Final answer:
To estimate the time for an H2O molecule to undergo a root-mean-square displacement of 1.0 cm with a diffusion coefficient of 2.26 × 10⁻¹ m² s⁻¹, use the formula t = (Xrms²) / (2D). By substituting in the values and calculating, the estimated time can be found.
Step-by-step explanation:
The question asks to estimate the time required for an H2O molecule to undergo a root-mean-square displacement of 1.0 cm (or 0.01 m), given the diffusion coefficient of H2O in water at 25 °C is 2.26 × 10⁻¹ m² s⁻¹. The root-mean-square displacement (Xrms) for diffusion is calculated using the formula Xrms = √(2Dt), where D is the diffusion coefficient and t is the time.
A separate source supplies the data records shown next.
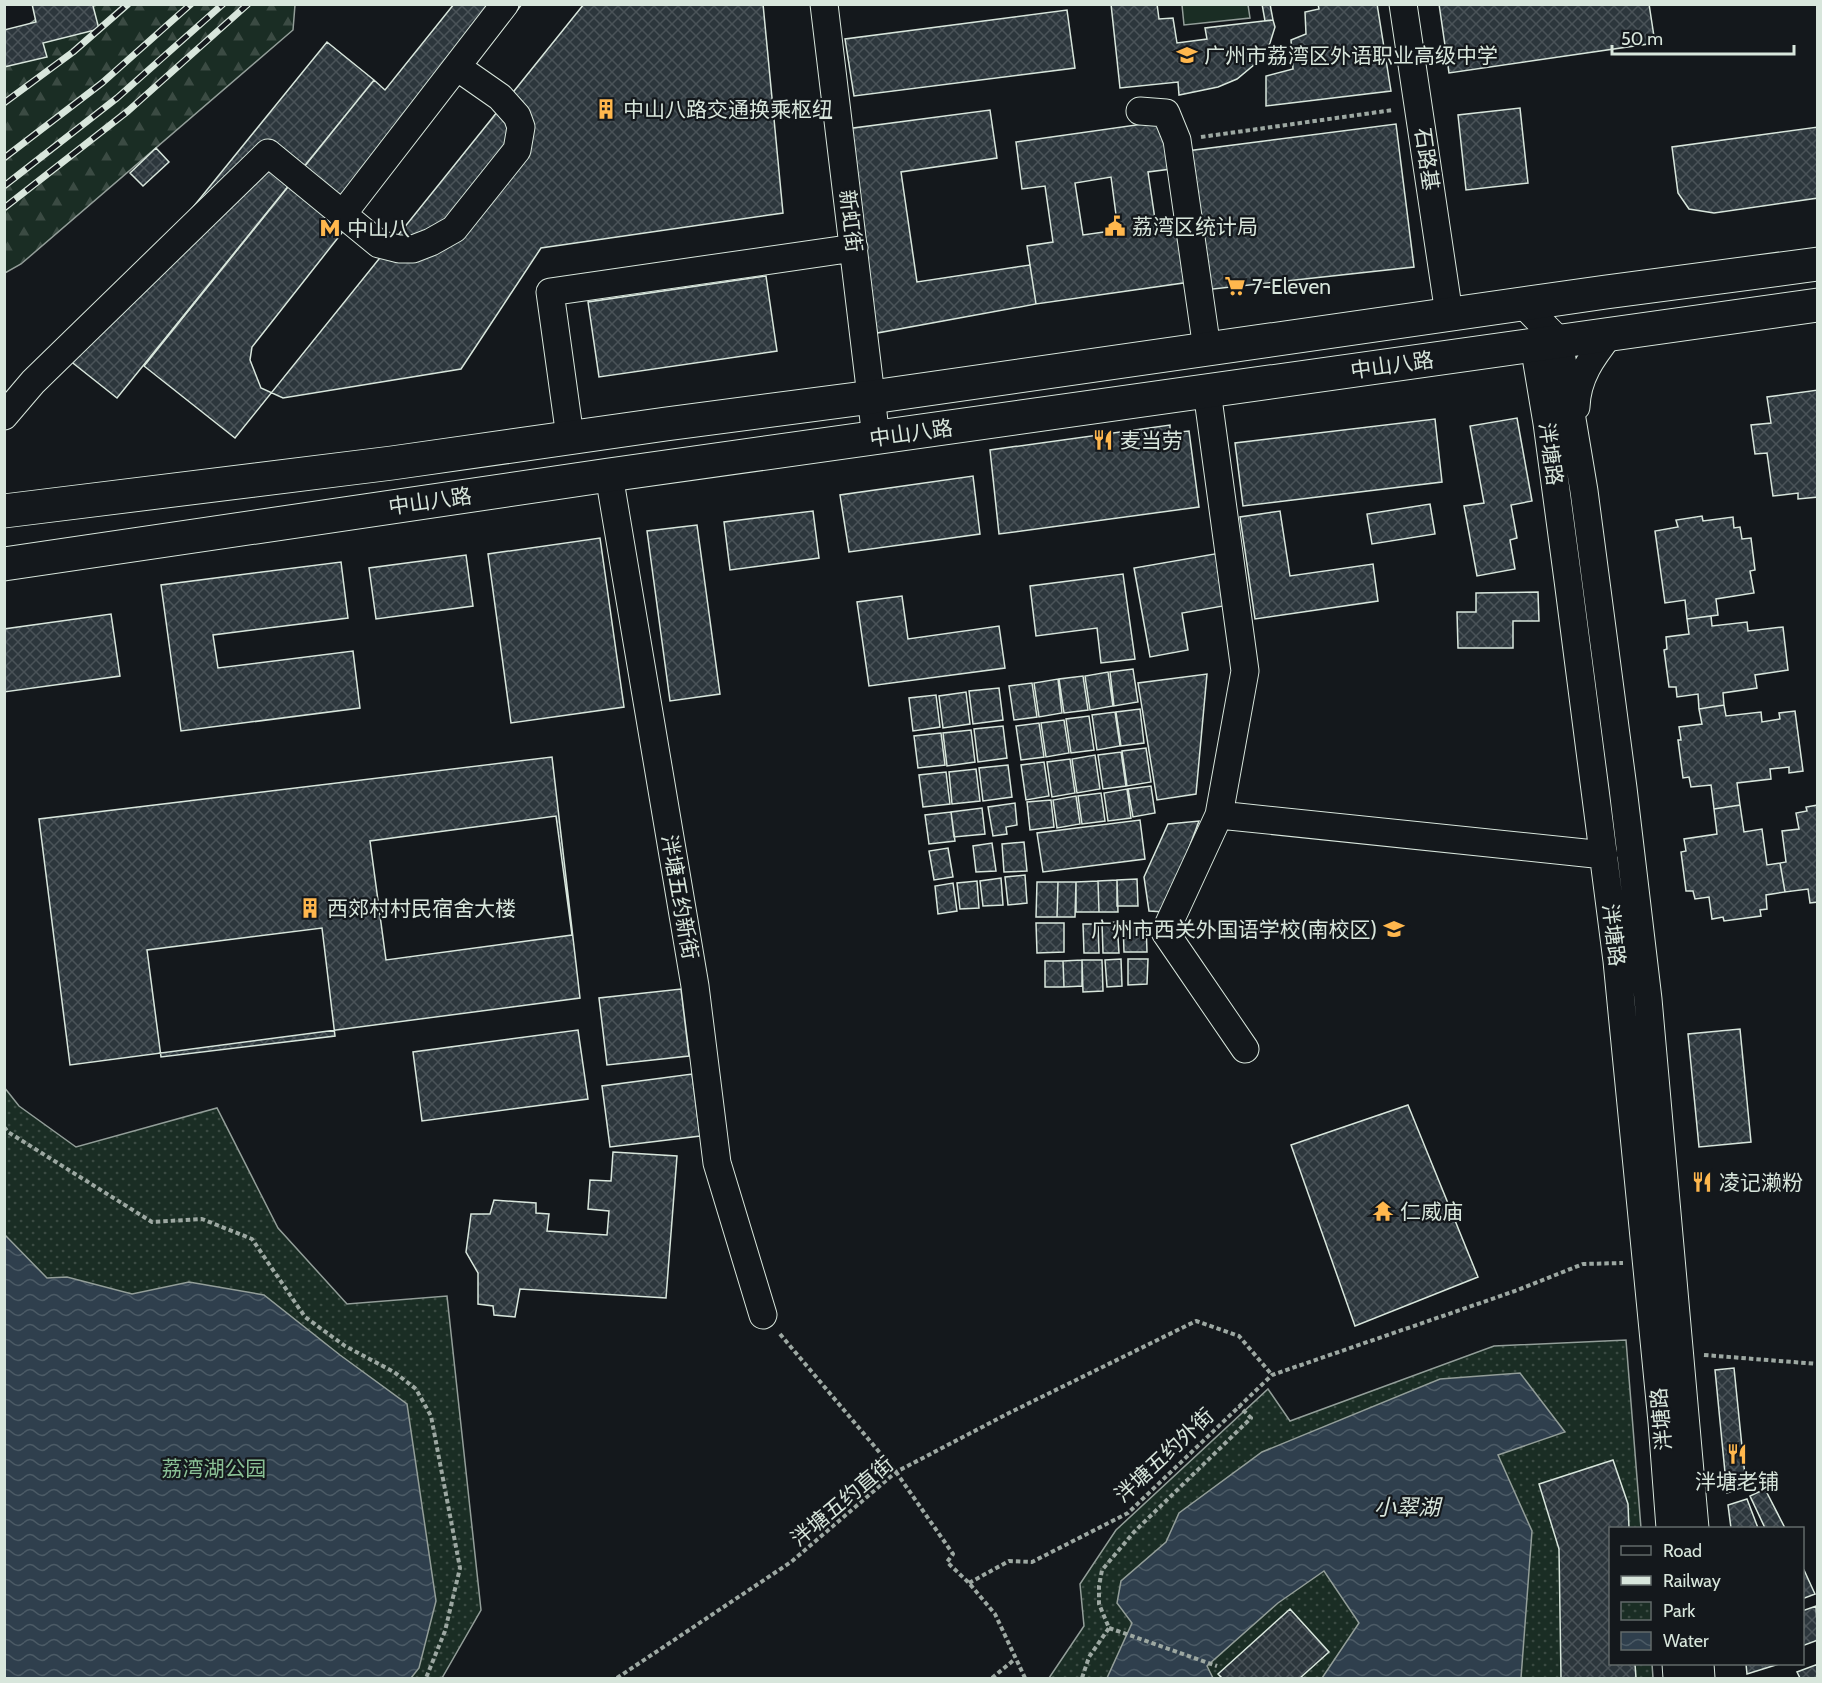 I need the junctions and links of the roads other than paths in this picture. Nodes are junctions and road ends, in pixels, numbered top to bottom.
1 (505, 4) edge
2 (825, 4) edge
3 (1403, 4) edge
4 (457, 67) junction
5 (1140, 111) dead end
6 (342, 215) junction
7 (854, 248) junction
8 (1818, 264) edge
9 (1523, 304) junction
10 (1818, 305) edge
11 (1449, 314) junction
12 (1610, 334) junction
13 (1546, 343) junction
14 (1207, 349) junction
15 (1207, 391) junction
16 (872, 397) junction
17 (4, 416) edge
18 (1575, 432) junction
19 (570, 437) junction
20 (876, 438) junction
21 (609, 475) junction
22 (4, 511) edge
23 (4, 564) edge
24 (1219, 815) junction
25 (1604, 855) junction
26 (1245, 1049) dead end
27 (763, 1315) road end
28 (1670, 1527) edge
29 (1695, 1527) edge

1 - 4 street
2 - 7 street, 新虹街
3 - 11 street, 石路基
4 - 6 street
4 - 6 street
5 - 14 street
6 - 17 street
7 - 16 street, 新虹街
7 - 19 street
8 - 9 main road, 中山八路
9 - 11 main road, 中山八路
9 - 13 street
10 - 12 main road, 中山八路
11 - 14 main road, 中山八路
12 - 13 main road, 中山八路
12 - 18 street
13 - 15 main road, 中山八路
13 - 18 street
13 - 25 street, 泮塘路
14 - 16 main road, 中山八路
15 - 20 main road, 中山八路
15 - 24 street
16 - 19 main road, 中山八路
16 - 20 street, 新虹街
18 - 29 street
19 - 22 main road, 中山八路
20 - 21 main road, 中山八路
21 - 23 main road, 中山八路
21 - 27 street, 泮塘五约新街
24 - 25 street
24 - 26 street
25 - 28 street, 泮塘路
To find the time (t), we rearrange the equation to t = (Xrms²) / (2D). Plugging in the values Xrms = 0.01 m and D = 2.26 × 10⁻¹ m² s⁻¹, we can calculate the time required for this displacement. Performing the calculation gives us t = (0.01²) / (2 × 2.26 × 10⁻¹) = 0.01 / (4.52 × 10⁻¹) s. The final step is to compute the actual numerical value, which gives us the estimated time for an H2O molecule to diffuse 1.0 cm in water at 25 °C.